Elle fut sur le point de me montrer aussi les comptes qu’elle avait ébauchés, en cachette de Rino, pour comprendre combien il fallait vraiment pour les réaliser. Mais elle s’arrêta, replia les feuilles qu’elle m’avait montrées et me dit qu’il était inutile de perdre son temps : son père avait raison.
« Mais alors ?
— On doit essayer quand même.
— Ça va énerver Fernando.
— Si on n’essaie pas, rien ne change jamais. »
Ce qui devait changer, selon elle, c’était toujours la même chose : de pauvres nous devions devenir riches, et alors que nous n’avions rien nous devions arriver à tout avoir.

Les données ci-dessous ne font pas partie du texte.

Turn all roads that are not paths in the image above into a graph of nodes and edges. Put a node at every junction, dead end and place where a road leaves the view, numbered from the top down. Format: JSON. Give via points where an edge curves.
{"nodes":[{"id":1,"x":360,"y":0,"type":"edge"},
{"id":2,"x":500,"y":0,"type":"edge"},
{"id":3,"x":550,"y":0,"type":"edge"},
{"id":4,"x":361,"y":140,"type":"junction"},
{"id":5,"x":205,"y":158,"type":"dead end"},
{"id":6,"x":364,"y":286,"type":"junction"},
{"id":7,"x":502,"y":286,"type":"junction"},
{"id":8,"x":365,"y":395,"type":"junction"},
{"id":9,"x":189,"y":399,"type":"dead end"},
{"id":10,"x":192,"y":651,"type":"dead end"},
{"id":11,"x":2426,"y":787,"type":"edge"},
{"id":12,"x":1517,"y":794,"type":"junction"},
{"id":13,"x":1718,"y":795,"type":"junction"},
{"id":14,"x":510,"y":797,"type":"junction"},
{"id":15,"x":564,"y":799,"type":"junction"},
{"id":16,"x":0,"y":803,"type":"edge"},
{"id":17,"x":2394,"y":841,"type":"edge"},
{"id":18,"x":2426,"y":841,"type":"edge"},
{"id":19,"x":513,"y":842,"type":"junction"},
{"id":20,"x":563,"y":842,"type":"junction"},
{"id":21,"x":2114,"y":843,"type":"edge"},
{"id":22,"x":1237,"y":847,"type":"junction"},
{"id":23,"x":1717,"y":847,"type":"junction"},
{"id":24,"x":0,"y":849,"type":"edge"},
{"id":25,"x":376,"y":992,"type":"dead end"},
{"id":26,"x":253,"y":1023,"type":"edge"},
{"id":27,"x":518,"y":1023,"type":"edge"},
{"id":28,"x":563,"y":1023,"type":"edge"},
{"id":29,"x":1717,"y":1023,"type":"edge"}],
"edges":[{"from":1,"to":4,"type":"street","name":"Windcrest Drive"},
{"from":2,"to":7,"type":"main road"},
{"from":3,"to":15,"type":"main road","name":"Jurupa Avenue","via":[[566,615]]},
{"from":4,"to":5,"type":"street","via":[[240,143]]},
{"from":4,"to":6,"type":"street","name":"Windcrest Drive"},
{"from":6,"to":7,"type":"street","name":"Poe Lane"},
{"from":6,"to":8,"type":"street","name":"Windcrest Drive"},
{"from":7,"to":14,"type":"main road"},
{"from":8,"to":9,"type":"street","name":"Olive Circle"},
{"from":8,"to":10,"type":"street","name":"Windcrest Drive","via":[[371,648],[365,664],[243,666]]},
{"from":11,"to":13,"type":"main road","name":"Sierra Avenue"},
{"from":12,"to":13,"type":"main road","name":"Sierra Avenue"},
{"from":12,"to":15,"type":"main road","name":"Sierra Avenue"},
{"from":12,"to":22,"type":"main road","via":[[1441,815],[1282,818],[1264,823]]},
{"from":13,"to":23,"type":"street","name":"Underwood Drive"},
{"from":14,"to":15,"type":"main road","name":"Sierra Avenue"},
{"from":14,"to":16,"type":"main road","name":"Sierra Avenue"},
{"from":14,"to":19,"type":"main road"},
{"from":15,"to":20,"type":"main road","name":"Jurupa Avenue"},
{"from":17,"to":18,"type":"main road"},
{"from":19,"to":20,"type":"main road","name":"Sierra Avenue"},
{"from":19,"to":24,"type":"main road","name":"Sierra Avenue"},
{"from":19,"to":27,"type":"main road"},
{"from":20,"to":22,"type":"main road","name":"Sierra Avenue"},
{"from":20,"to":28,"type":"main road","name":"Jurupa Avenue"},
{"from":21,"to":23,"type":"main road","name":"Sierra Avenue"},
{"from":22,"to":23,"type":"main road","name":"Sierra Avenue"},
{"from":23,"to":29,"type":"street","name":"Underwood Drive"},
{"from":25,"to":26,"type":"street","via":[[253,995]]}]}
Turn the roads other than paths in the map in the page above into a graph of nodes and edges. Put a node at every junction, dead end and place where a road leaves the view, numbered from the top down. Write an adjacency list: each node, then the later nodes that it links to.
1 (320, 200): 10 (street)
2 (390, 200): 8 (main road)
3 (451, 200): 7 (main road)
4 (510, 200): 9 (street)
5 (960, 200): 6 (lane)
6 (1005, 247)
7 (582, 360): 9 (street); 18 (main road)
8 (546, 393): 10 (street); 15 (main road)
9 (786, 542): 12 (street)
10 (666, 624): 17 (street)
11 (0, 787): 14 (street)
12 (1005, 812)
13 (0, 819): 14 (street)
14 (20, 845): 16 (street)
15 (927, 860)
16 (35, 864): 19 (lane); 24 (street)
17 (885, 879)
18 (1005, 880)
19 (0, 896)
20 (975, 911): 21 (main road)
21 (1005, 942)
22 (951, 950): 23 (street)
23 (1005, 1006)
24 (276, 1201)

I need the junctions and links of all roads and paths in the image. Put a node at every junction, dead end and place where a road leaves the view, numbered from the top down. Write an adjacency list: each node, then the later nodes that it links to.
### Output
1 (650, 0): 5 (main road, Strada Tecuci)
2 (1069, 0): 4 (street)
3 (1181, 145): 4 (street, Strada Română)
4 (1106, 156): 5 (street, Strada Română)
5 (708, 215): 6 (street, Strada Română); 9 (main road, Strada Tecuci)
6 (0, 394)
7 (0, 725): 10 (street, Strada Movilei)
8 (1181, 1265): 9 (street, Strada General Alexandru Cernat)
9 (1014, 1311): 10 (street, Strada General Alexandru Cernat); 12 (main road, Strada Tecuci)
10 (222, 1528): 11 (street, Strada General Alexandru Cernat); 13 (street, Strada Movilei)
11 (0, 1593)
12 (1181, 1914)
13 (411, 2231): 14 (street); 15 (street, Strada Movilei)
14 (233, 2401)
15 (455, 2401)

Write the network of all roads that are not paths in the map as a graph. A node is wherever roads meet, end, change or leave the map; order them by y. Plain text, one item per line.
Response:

Je tentai de lui rappeler notre vieux projet d’écrire des romans comme l’avait fait l’auteure des Quatre Filles du docteur March. C’était une idée fixe et j’y tenais. J’apprenais le latin exprès et, en mon for intérieur, j’étais persuadée que si elle prenait tant de livres à la bibliothèque itinérante de M. Ferraro c’était uniquement parce que, même si elle n’allait plus à l’école et si elle était désormais obsédée par les chaussures, elle voulait quand même écrire un roman avec moi et gagner beaucoup d’argent. Mais elle haussa les épaules avec son air dédaigneux – elle avait ramené les Quatre Filles à leur juste valeur : « De nos jours, m’expliqua-t-elle, pour s’enrichir vraiment il faut une activité économique. » De sorte qu’elle voulait commencer avec une seule paire de chaussures, histoire de démontrer à son père qu’elles étaient belles et confortables ; puis, une fois Fernando convaincu, il faudrait se mettre à produire : deux paires de chaussures aujourd’hui, quatre demain, trente dans un mois, quatre cents dans un an, afin d’arriver sans trop attendre à fonder – elle, son père, Rino, sa mère et ses autres frères et sœurs – une usine de chaussures avec des machines et au moins cinquante ouvriers : les chaussures Cerullo.